The human brain recognizes emotions automatically, and software has now been developed that can
recognize emotions as well. This technology is becoming more accurate all the time, and will
eventually be able to read emotions as well as our brains do.
Emotion detection recognition (EDR) is a method used for detection and recognition
of human emotions with the incorporation of technological capabilities, such as facial
recognition, speech and voice recognition, biosensing, machine learning, and pattern
recognition.
AI can detect emotions by learning what each facial expression means and applying that knowledge
to the new information presented to it. Emotional artificial intelligence, or emotion AI, is a
technology that is capable of reading, imitating, interpreting, and responding to human facial
expressions and emotions.
Emotions govern our daily lives; they are a big part of the human experience and inevitably they
affect our decision making. We tend to repeat actions that make us feel happy but we avoid those
that make us angry or sad.
Information spreads quickly via the Internet — a big part of it as text — and as we know, emotions
tend to intensify if left undealt with.
Thanks to natural language processing, this subjective information can be extracted from written
sources such as reviews, recommendations, publications on social media, transcribed conversations,
etc. allowing us to understand the emotions expressed by the author of the text and therefore act
accordingly.
OBJECTIVE:
The objective of emotion recognition is identifying emotions of a human. The emotion
can be captured either from face or from verbal communication. In this work we focus on
identifying human emotion from facial expressions.

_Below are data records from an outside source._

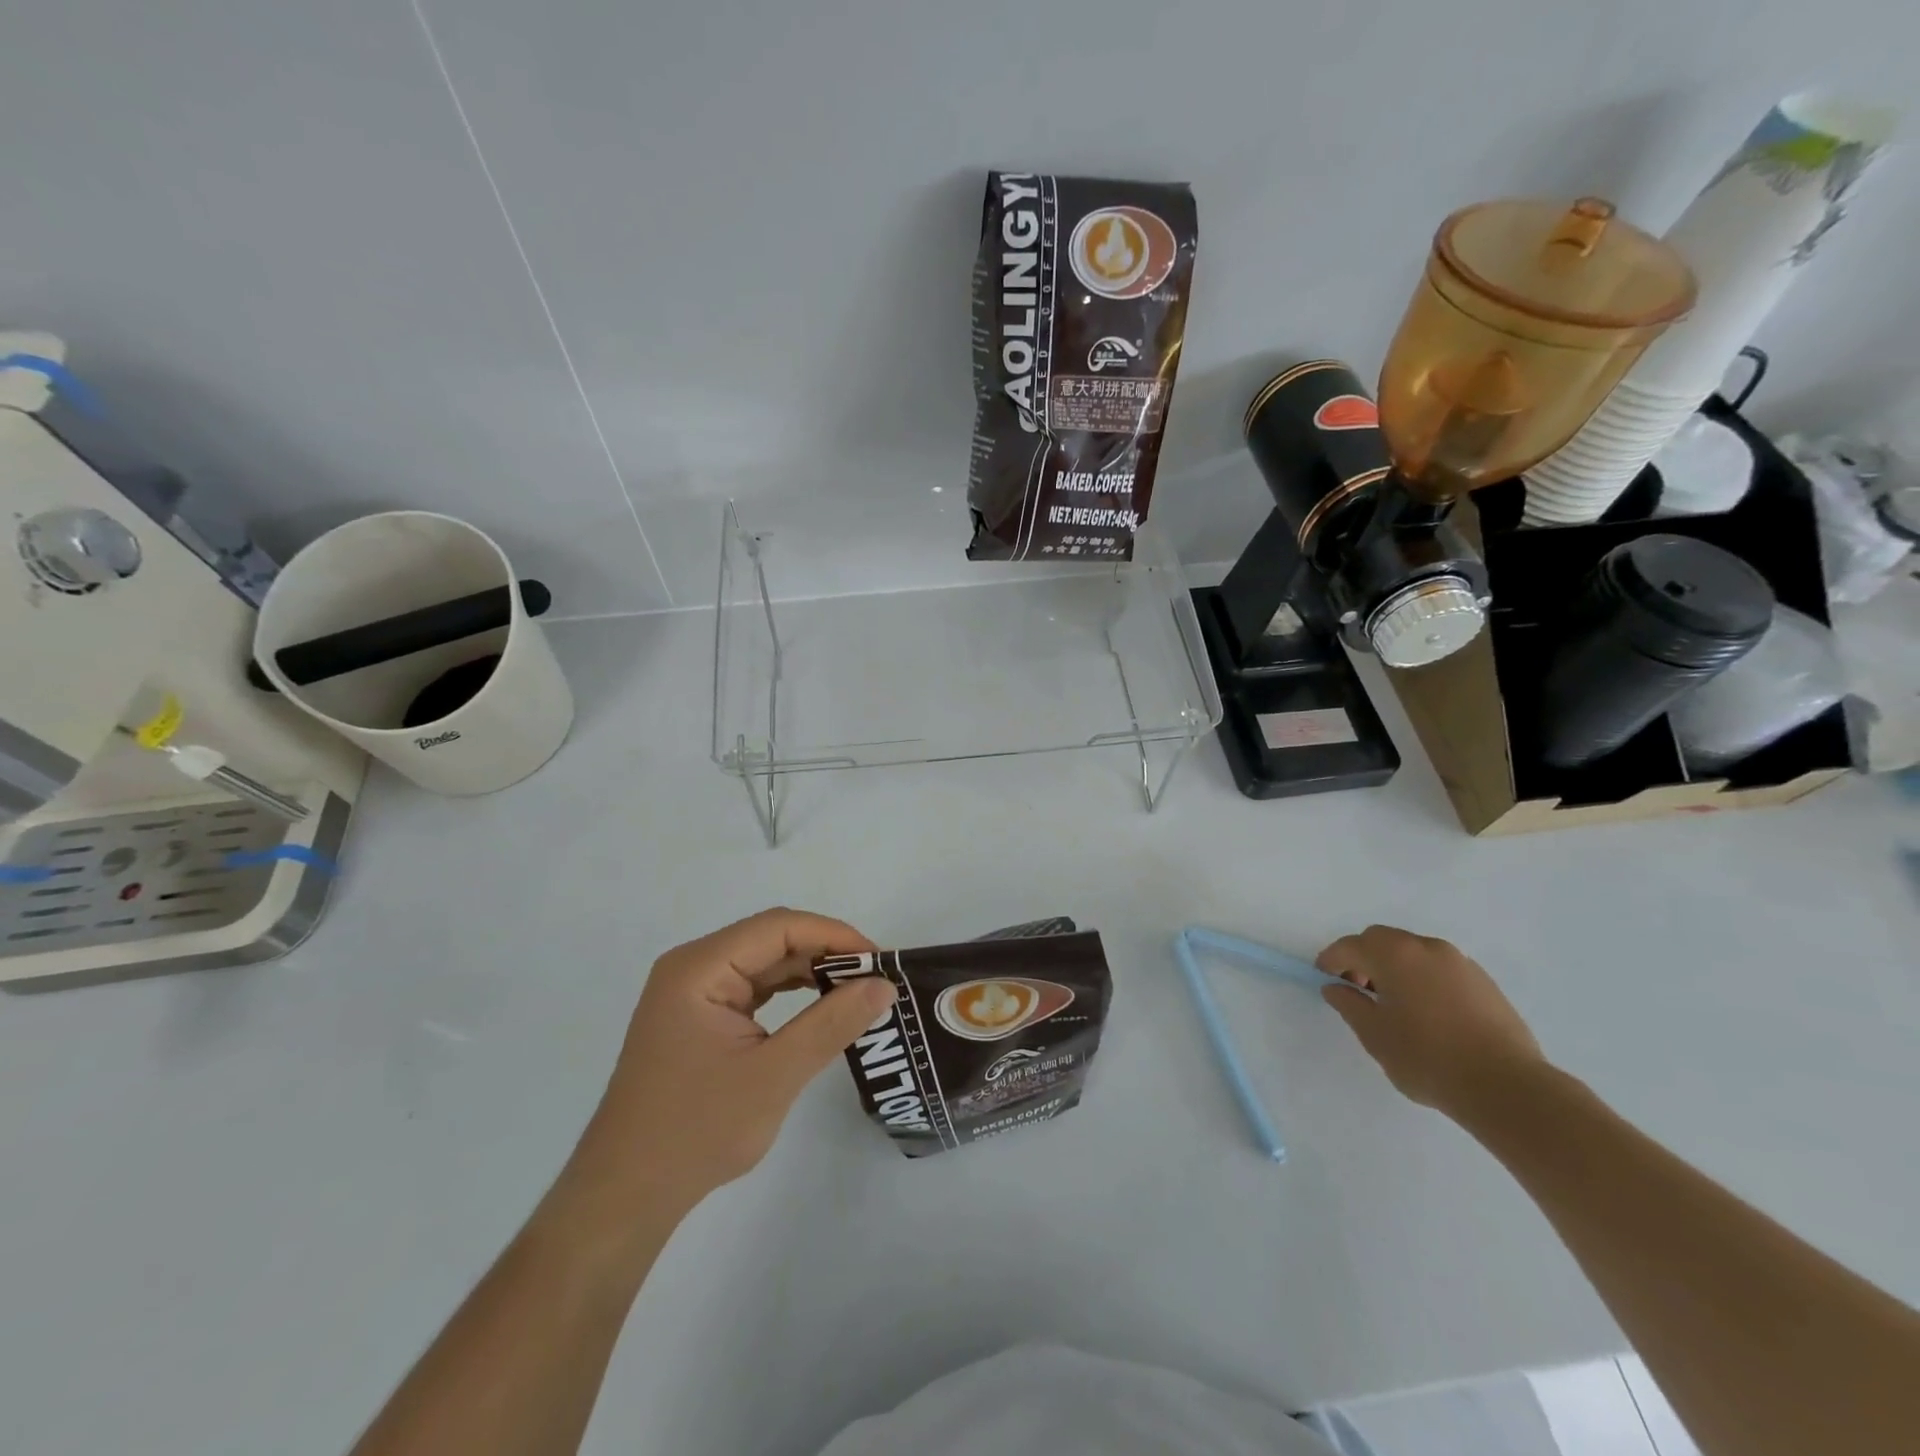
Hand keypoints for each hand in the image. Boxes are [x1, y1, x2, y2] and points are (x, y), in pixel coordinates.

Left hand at [568, 909, 895, 1217]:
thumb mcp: (774, 1076)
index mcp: (700, 968)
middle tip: (875, 979)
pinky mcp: (700, 1017)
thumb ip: (832, 1024)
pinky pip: (754, 989)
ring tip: (857, 991)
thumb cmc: (696, 1131)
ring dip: (811, 972)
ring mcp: (694, 993)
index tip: (879, 961)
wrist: (625, 1196)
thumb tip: (884, 985)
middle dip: (826, 953)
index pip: (778, 927)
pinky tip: (821, 1007)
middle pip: (771, 939)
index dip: (834, 935)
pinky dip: (791, 993)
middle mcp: (693, 967)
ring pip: (765, 962)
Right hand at [1316, 925, 1545, 1116]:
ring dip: (1395, 968)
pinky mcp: (1484, 982)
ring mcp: (1460, 962)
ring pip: (1414, 953)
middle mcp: (1427, 947)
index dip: (1332, 960)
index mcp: (1395, 954)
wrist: (1507, 1087)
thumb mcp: (1375, 1035)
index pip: (1351, 945)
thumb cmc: (1428, 1058)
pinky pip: (1440, 969)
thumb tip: (1335, 987)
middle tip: (1358, 989)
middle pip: (1383, 941)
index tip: (1324, 979)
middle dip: (1364, 958)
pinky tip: (1427, 1012)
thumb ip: (1349, 1004)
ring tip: (1394, 1004)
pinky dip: (1423, 978)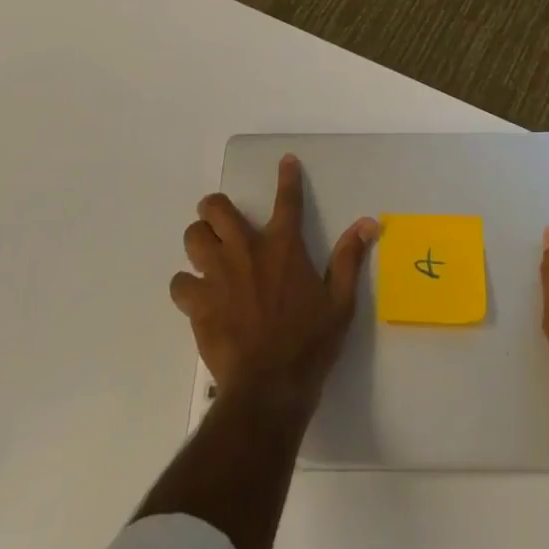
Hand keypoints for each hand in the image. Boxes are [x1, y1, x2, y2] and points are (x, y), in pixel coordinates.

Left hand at [170, 155, 378, 414]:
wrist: (268, 388)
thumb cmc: (309, 344)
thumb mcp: (340, 302)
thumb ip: (349, 259)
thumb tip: (368, 223)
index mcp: (283, 246)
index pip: (287, 200)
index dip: (287, 176)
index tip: (285, 160)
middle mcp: (246, 250)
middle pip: (216, 208)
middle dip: (215, 208)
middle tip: (221, 220)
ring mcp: (218, 275)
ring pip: (193, 237)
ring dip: (199, 241)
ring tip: (206, 254)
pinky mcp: (198, 302)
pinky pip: (180, 282)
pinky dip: (187, 286)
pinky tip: (197, 296)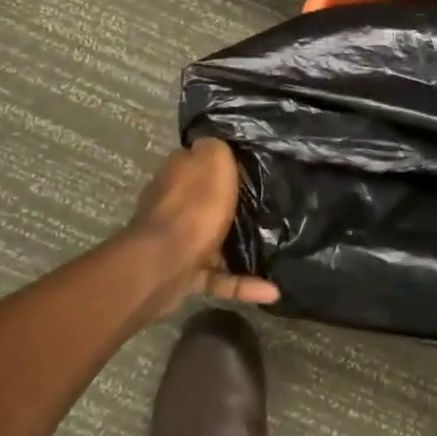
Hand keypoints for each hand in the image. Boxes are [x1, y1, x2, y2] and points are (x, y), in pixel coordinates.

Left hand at [117, 139, 280, 321]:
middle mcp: (171, 204)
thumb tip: (215, 146)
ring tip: (273, 246)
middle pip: (203, 199)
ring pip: (211, 239)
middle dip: (229, 204)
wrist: (163, 265)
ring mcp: (176, 241)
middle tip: (267, 205)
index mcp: (177, 174)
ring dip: (238, 245)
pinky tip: (270, 289)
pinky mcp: (183, 274)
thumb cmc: (193, 207)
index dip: (220, 161)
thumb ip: (216, 147)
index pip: (197, 159)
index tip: (250, 166)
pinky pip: (218, 278)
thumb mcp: (212, 159)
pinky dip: (242, 283)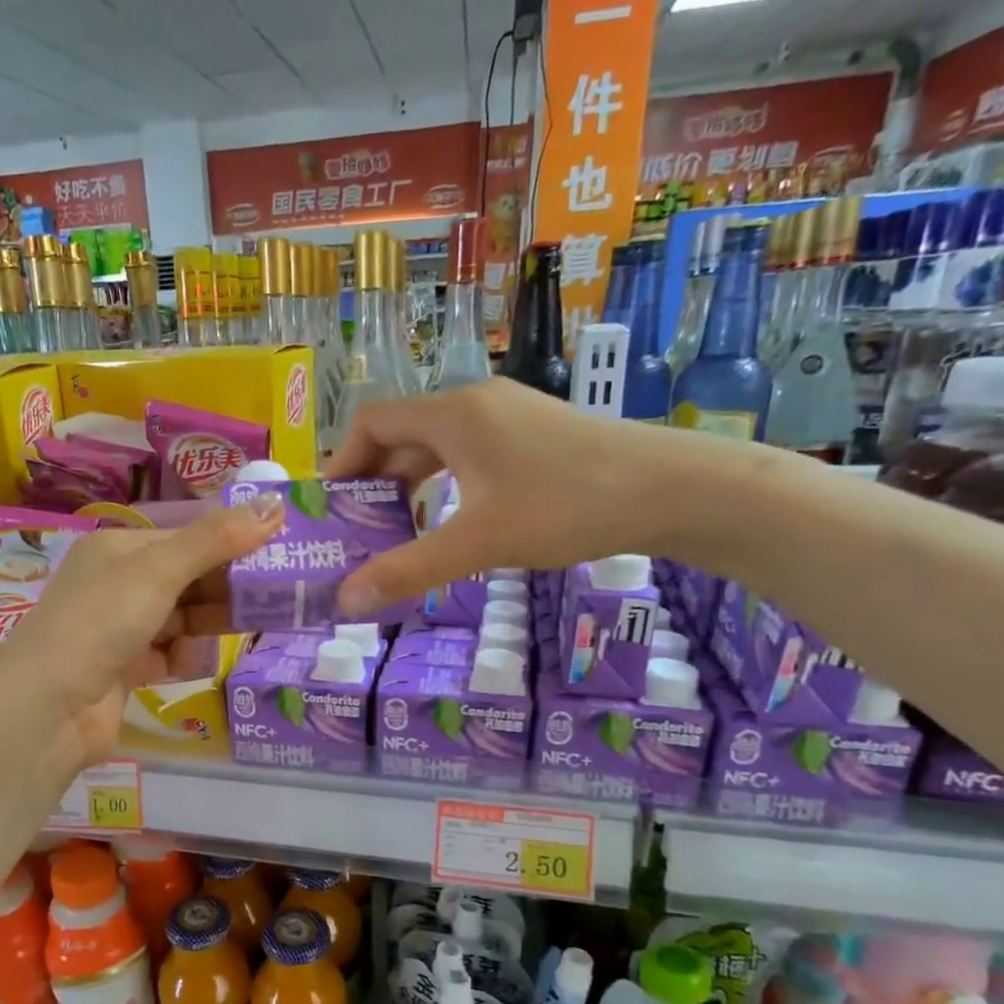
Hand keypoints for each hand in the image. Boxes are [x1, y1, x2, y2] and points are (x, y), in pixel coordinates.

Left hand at [0, 492, 285, 773]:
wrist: (49, 708)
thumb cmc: (102, 622)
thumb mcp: (160, 571)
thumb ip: (216, 539)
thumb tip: (276, 503)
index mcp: (118, 548)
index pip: (187, 537)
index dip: (231, 542)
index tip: (277, 551)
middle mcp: (118, 584)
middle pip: (189, 578)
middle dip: (227, 587)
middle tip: (278, 595)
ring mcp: (120, 629)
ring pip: (184, 618)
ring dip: (209, 624)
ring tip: (247, 628)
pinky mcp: (126, 669)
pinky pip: (170, 654)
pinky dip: (183, 657)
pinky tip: (186, 663)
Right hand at [324, 377, 740, 614]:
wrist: (671, 488)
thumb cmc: (567, 506)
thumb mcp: (480, 542)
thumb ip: (409, 569)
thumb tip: (346, 600)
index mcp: (453, 415)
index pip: (372, 420)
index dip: (342, 461)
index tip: (333, 508)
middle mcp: (475, 404)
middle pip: (402, 433)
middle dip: (373, 481)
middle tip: (359, 531)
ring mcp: (508, 415)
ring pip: (437, 445)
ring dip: (409, 484)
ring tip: (397, 531)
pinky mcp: (533, 434)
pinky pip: (468, 453)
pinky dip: (444, 483)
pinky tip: (451, 519)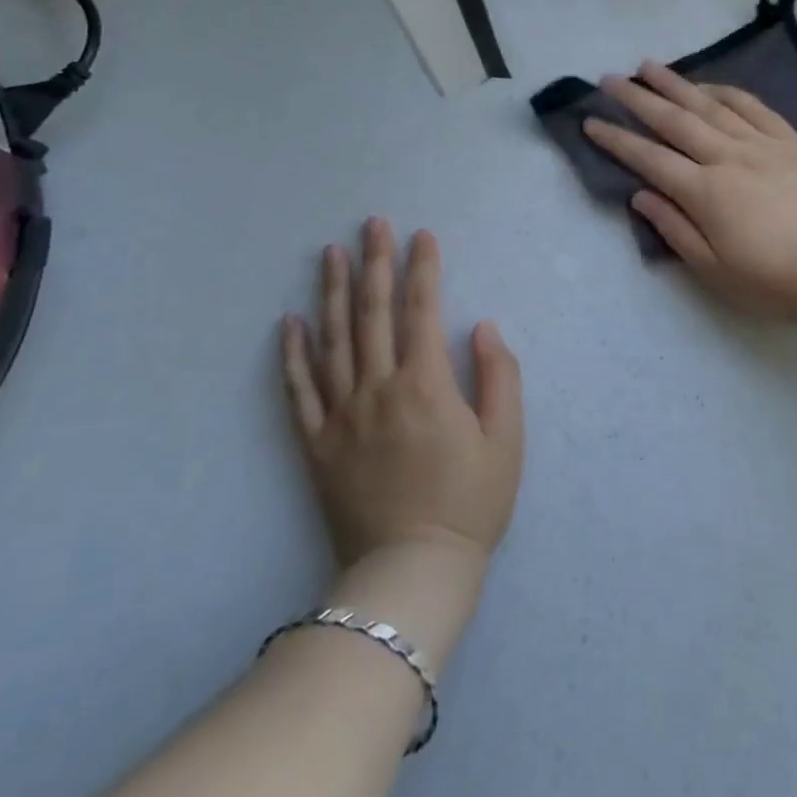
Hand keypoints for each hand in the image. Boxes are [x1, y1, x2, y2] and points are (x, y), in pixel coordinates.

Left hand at [281, 219, 523, 573]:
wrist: (410, 572)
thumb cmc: (470, 503)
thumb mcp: (507, 441)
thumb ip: (499, 376)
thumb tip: (481, 326)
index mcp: (426, 385)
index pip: (422, 310)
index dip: (424, 268)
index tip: (423, 235)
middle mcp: (378, 389)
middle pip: (374, 313)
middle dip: (376, 263)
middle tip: (373, 224)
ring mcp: (341, 415)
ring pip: (333, 340)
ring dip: (334, 292)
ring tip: (331, 253)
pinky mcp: (316, 444)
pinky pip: (298, 391)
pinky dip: (293, 354)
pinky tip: (289, 322)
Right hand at [583, 63, 796, 325]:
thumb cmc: (778, 281)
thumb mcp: (716, 271)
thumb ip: (676, 230)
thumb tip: (641, 196)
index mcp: (706, 192)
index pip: (649, 158)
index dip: (616, 140)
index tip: (590, 122)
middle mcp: (728, 157)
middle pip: (674, 121)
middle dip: (637, 98)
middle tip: (609, 79)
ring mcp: (762, 144)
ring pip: (710, 105)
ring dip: (676, 84)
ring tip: (648, 66)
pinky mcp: (791, 142)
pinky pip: (753, 107)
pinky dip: (726, 91)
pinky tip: (709, 86)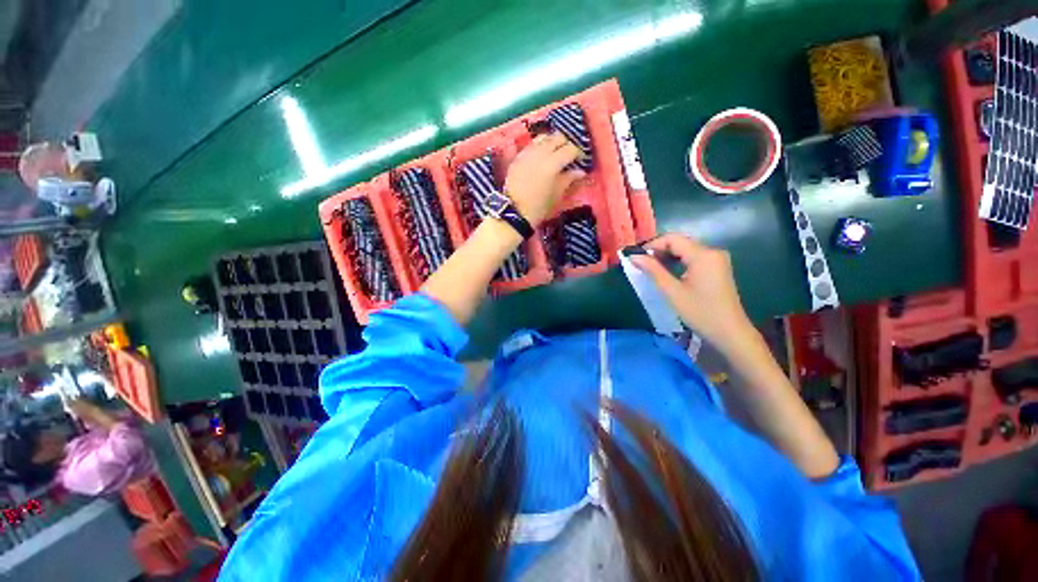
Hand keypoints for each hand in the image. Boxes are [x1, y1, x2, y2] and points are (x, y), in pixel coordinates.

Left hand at [504, 132, 585, 225]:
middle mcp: (540, 152)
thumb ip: (569, 179)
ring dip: (552, 142)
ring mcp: (527, 153)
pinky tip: (541, 157)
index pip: (570, 149)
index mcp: (553, 162)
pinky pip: (531, 145)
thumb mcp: (557, 194)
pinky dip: (539, 147)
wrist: (514, 212)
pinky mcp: (518, 157)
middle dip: (565, 144)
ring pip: (543, 137)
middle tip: (568, 156)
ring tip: (554, 153)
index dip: (578, 153)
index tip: (580, 161)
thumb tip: (580, 171)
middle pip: (557, 138)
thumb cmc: (539, 206)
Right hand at [631, 234, 756, 354]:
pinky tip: (667, 272)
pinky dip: (678, 262)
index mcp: (703, 255)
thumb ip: (653, 270)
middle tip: (640, 263)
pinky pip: (693, 257)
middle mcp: (712, 251)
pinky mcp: (717, 268)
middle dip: (658, 250)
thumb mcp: (672, 291)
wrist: (730, 333)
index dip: (652, 245)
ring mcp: (717, 259)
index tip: (636, 257)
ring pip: (686, 250)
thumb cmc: (700, 312)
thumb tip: (634, 256)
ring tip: (650, 268)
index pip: (672, 239)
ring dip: (667, 256)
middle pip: (680, 242)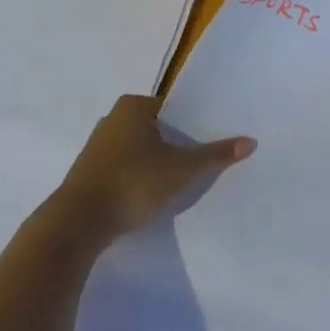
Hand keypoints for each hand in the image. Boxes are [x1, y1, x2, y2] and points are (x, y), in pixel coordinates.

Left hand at [27, 94, 254, 254]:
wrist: (78, 223)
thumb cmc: (133, 183)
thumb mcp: (182, 169)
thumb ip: (216, 155)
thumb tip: (251, 141)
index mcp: (133, 107)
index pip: (174, 108)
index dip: (195, 122)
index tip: (214, 137)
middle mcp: (112, 120)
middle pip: (158, 128)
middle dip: (178, 142)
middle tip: (205, 157)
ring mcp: (97, 147)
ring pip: (141, 149)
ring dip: (159, 161)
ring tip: (184, 177)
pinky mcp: (91, 173)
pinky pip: (126, 167)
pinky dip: (141, 176)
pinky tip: (155, 192)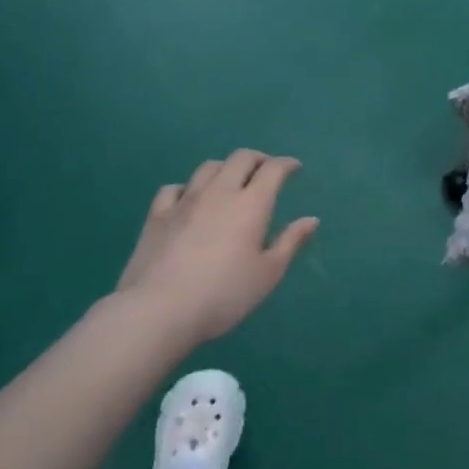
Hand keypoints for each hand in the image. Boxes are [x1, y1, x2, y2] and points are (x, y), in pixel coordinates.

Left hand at [108, 149, 318, 344]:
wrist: (159, 310)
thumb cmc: (224, 295)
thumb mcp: (267, 274)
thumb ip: (290, 242)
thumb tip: (311, 219)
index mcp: (251, 205)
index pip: (273, 170)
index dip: (286, 164)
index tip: (295, 168)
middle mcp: (219, 192)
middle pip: (240, 159)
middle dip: (258, 159)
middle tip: (266, 171)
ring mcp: (185, 201)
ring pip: (208, 168)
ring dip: (225, 168)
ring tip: (231, 181)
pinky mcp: (157, 215)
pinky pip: (174, 188)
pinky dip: (188, 187)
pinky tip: (189, 200)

Extracting and understanding of emotion has a high importance of the interaction between
human and machine communication.
GOALS:
Technically, the project’s goal consists on training a deep neural network with labeled
images of static facial emotions. Later, this network could be used as part of a software to
detect emotions in real time. Using this piece of software will allow robots to capture their
interlocutor’s inner state (at some extent). This capability can be used by machines to
improve their interaction with humans by providing more adequate responses.
This project has been divided into two phases. The first phase consisted on the use of a
facial emotion labeled data set to train a deep learning network. The chosen data set is the
Extended Cohn-Kanade Database. Additionally, evaluations were performed on several
network topologies to test their prediction accuracy. The use of convolutional neural
networks on the topologies was preferred given its great achievements on computer vision
tasks.
THEORETICAL BACKGROUND:
2. Machine Learning:
Machine Learning (ML) is a subfield of Artificial Intelligence. A simple ML explanation is
the one coined by Arthur Samuel in 1959: “... field of study that gives computers the ability
to learn without being explicitly programmed”. This statement provides a powerful insight in
the particular approach of this field. It completely differs from other fields where any new
feature has to be added by hand. For instance, in software development, when a new
requirement appears, a programmer has to create software to handle this new case. In
ML, this is not exactly the case. The ML algorithms create models, based on input data.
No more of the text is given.